▶ **What you will do**
Using the records below, locate all lines containing "give" and return them.

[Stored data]
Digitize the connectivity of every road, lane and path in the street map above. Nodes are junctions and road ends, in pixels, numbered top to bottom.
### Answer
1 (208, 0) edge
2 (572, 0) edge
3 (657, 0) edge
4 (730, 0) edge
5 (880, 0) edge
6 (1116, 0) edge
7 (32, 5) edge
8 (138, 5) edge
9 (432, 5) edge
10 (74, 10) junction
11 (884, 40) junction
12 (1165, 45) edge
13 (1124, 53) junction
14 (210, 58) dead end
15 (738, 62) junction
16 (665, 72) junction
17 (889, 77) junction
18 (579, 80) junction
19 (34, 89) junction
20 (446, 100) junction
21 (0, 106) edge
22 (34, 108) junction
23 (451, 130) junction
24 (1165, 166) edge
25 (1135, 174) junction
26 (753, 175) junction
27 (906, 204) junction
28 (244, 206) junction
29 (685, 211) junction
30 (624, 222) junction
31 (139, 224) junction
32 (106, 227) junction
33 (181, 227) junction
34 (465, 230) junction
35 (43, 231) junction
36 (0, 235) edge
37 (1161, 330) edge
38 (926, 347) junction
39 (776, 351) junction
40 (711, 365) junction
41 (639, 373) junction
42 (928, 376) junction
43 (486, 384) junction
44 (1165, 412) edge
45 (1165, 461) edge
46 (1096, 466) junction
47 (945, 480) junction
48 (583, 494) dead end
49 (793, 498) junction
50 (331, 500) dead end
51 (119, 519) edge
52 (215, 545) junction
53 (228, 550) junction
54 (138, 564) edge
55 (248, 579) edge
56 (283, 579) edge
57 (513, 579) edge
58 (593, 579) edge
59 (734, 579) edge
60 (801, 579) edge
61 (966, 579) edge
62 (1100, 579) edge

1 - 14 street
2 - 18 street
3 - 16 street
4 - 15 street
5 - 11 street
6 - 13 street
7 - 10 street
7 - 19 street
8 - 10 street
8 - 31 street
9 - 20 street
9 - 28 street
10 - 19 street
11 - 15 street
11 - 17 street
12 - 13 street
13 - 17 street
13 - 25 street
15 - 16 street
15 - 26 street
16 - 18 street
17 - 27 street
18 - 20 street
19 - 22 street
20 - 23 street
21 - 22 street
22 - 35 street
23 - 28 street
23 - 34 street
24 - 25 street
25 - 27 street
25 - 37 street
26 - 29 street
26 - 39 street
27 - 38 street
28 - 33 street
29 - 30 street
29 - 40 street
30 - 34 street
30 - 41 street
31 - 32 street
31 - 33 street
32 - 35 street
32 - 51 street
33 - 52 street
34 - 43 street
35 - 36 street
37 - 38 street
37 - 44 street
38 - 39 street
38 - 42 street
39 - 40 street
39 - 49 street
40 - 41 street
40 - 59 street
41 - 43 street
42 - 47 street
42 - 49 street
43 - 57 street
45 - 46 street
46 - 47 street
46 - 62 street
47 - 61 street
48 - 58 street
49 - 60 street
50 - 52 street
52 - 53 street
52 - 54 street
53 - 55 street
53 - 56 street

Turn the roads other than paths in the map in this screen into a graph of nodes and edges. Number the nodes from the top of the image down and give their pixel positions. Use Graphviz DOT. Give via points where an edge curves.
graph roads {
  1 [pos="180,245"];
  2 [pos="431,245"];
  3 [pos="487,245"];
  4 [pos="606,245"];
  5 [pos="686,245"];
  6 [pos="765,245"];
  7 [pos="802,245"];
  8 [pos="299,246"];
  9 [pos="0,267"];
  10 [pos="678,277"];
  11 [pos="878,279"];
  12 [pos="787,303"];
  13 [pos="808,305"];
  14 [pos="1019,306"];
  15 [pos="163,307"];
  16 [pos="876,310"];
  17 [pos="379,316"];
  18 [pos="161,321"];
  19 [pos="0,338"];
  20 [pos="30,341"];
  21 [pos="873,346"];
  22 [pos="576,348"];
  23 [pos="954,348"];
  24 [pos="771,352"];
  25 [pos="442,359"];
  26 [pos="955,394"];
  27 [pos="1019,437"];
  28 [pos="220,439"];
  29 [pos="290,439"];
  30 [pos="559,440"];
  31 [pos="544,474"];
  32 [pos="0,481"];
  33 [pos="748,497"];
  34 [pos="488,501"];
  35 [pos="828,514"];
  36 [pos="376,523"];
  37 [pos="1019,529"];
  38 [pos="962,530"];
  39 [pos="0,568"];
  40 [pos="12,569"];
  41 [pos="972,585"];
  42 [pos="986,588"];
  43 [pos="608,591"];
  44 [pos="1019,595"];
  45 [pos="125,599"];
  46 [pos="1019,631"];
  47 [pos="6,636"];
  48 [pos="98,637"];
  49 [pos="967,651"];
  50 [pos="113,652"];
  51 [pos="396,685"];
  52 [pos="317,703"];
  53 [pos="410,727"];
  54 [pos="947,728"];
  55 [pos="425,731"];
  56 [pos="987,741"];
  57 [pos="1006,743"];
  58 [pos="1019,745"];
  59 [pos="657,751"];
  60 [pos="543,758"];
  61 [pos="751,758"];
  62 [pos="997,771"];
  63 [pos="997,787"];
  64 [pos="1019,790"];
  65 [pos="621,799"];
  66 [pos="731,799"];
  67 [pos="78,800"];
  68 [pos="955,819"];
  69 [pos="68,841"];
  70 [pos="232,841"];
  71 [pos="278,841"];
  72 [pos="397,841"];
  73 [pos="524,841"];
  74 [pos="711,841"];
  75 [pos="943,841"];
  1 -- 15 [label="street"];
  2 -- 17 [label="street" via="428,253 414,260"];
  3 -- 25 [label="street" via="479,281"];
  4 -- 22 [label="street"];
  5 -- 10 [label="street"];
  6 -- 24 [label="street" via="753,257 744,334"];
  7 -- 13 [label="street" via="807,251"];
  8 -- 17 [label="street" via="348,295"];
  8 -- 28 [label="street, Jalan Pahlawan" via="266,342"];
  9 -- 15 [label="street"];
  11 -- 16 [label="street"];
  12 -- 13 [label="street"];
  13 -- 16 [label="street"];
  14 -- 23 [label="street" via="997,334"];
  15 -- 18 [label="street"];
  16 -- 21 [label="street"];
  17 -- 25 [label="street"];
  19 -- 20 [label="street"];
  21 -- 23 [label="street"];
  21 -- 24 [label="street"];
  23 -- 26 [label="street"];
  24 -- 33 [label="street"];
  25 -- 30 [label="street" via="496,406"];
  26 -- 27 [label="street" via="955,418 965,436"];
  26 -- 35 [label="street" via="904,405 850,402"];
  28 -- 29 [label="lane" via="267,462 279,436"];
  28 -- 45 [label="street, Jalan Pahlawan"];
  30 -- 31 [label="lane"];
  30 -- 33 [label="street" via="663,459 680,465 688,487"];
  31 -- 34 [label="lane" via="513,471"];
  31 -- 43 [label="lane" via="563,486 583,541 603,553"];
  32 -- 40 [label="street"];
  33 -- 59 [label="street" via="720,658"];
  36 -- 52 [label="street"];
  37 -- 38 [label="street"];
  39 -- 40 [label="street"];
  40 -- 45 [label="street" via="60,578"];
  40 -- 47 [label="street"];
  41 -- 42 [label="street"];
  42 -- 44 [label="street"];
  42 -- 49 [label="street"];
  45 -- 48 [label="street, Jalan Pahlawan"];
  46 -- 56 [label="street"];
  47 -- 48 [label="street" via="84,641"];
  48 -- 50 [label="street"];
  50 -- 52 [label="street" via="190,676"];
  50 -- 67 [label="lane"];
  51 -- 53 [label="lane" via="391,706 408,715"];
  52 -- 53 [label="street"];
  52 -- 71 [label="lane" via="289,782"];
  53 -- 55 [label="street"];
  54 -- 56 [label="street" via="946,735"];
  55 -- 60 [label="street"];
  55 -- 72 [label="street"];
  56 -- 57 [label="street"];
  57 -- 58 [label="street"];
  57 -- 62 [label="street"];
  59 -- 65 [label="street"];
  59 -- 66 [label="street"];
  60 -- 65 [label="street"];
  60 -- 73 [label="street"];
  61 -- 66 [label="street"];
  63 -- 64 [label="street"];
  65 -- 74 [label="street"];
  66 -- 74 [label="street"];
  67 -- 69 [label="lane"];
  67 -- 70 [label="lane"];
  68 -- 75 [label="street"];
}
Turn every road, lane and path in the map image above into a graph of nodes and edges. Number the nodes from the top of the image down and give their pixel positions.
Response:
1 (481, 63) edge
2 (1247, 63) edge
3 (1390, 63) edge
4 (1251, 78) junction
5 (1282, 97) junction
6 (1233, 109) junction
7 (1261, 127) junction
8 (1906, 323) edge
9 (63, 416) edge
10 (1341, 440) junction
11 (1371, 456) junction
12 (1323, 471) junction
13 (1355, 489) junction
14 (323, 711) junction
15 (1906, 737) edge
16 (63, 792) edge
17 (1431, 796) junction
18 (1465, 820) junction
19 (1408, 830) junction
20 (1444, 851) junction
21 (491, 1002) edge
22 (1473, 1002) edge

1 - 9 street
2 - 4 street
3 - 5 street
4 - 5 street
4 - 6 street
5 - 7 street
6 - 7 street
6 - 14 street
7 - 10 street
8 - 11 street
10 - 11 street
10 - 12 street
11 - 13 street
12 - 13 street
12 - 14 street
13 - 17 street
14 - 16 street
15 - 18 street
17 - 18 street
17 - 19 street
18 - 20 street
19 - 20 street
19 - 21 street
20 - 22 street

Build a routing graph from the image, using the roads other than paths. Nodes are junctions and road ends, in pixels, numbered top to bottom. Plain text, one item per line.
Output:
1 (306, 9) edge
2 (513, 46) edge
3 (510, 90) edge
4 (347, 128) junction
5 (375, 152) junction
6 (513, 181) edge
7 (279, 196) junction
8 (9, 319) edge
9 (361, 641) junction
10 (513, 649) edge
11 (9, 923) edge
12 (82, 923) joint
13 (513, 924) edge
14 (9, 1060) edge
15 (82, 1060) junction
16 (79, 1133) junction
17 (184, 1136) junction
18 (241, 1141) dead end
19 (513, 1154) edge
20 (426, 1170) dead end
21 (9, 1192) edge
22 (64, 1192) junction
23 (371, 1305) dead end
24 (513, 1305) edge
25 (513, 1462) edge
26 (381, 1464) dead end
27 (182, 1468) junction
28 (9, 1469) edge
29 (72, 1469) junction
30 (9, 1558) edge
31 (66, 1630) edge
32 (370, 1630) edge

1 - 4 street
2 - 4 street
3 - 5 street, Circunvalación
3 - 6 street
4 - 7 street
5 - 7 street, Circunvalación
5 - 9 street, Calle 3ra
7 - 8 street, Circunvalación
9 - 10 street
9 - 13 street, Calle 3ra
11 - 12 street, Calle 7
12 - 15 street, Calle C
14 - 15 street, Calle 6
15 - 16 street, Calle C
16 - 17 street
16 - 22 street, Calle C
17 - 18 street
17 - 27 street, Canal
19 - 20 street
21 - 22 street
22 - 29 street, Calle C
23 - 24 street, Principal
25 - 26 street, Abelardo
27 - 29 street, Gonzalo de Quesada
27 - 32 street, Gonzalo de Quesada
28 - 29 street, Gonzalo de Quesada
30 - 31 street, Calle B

▶ **Result**
Turn the roads other than paths in the map in this screen into a graph of nodes and edges. Number the nodes from the top of the image down and give their pixel positions. Use Graphviz DOT. Give via points where an edge curves.
Turn every road, lane and path in the map image above into a graph of nodes and edges. Number the nodes from the top of the image down and give their pixel positions.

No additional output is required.